Andy Velebil wrote: 03:51 Fri 04 Sep 2020 if took a Prime 30 day dry aged steak and cooked it to beyond well done because that’s how I like it; I’m quite sure you and probably every other cook and butcher would say I destroyed that piece of meat by cooking it too what I like. Just saying.
You might be surprised. I used to prefer my steaks medium to medium well because that's how my Mom cooked them when I was growing up. I've only recently (the last 20 years or so) started eating them medium rare.

So if you cooked your steak extra well done I might look at you funny and say that's not how most people cook their steaks, but if you like it that way then you should cook it the way you like it.

Just don't put ketchup on it. :wink:

(I used to do that, too, before I discovered steak sauce.)
uncle tom wrote: 04:27 Fri 04 Sep 2020
cloying
Each to his own, but my interpretation of the word 'cloying' is an excess of sugar that has no integration in the wine. It is very much a characteristic of young tawnies rather than aged ones, and another reason why I prefer to drink them matured.
Google's definition is what I've always understood it to mean: an excess of sweetness, richness, or sentiment. I think in most cases it's because the producer was going for some particular style and maybe it didn't quite work out right. I've also noticed that sometimes the same wine can seem fine or cloying depending on what other wines (or foods) I'm having at the same time, so I think there's a relative component to it as well.

To me it also implies texturally more viscous than normal. A sweet, rich, heavy wine.
JacobH wrote: 16:34 Fri 04 Sep 2020
winesecretary wrote: 23:23 Thu 03 Sep 2020 I have many times over the past quarter-century or so encountered on Madeira absolutist statements by wine makers that, when challenged with documentary (or bottled) evidence to the contrary they row back from in a way that makes that clear that the absolutist statements were simplifications for the English-speaking market. I think the 'you should drink tawny fairly soon after it's bottled' thing may ultimately be something similar. It's a good general rule but a long way from a universal truth.
I agree. A dominant theme in the marketing of most specialist categories of wine for decades has been to simplify them. I have some sympathy with this. For example, how many :tpf: members would be able to describe, accurately, the difference between a colheita and vintage Madeira?

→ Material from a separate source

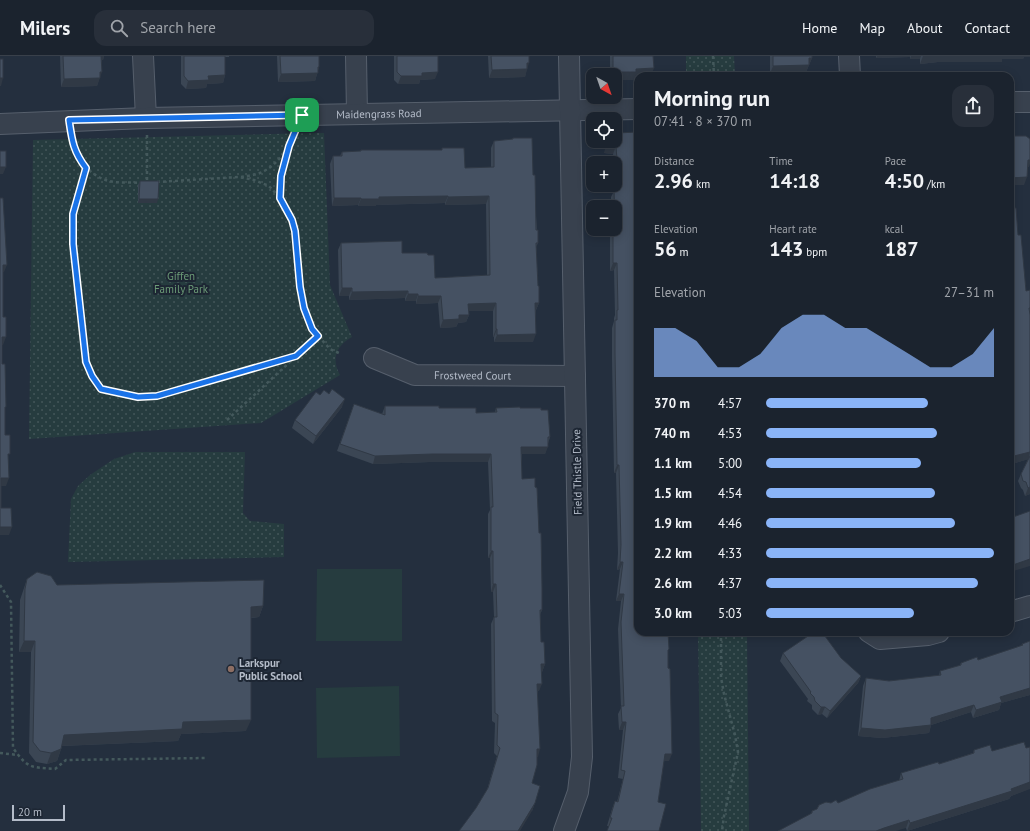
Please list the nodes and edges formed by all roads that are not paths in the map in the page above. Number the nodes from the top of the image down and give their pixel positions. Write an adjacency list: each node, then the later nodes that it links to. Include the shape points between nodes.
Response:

You are also right that it sometimes goes too far. For example, I think I am right in saying that Taylor’s LBV was invented so that it could be sold on the basis that it didn’t need either further maturation or decanting. However, we all know that a bit of both improves it considerably.

However, I do think there is something in the differing tastes of producers and consumers. I am sure if you are a producer you end up drinking so much newly-bottled Port that you easily end up with a differing palate from the average consumer.
I only know the difference between Colheita and Vintage Madeira because I've started buying more of it lately. But yes, the terminology for Madeira can be confusing especially for a Port lover.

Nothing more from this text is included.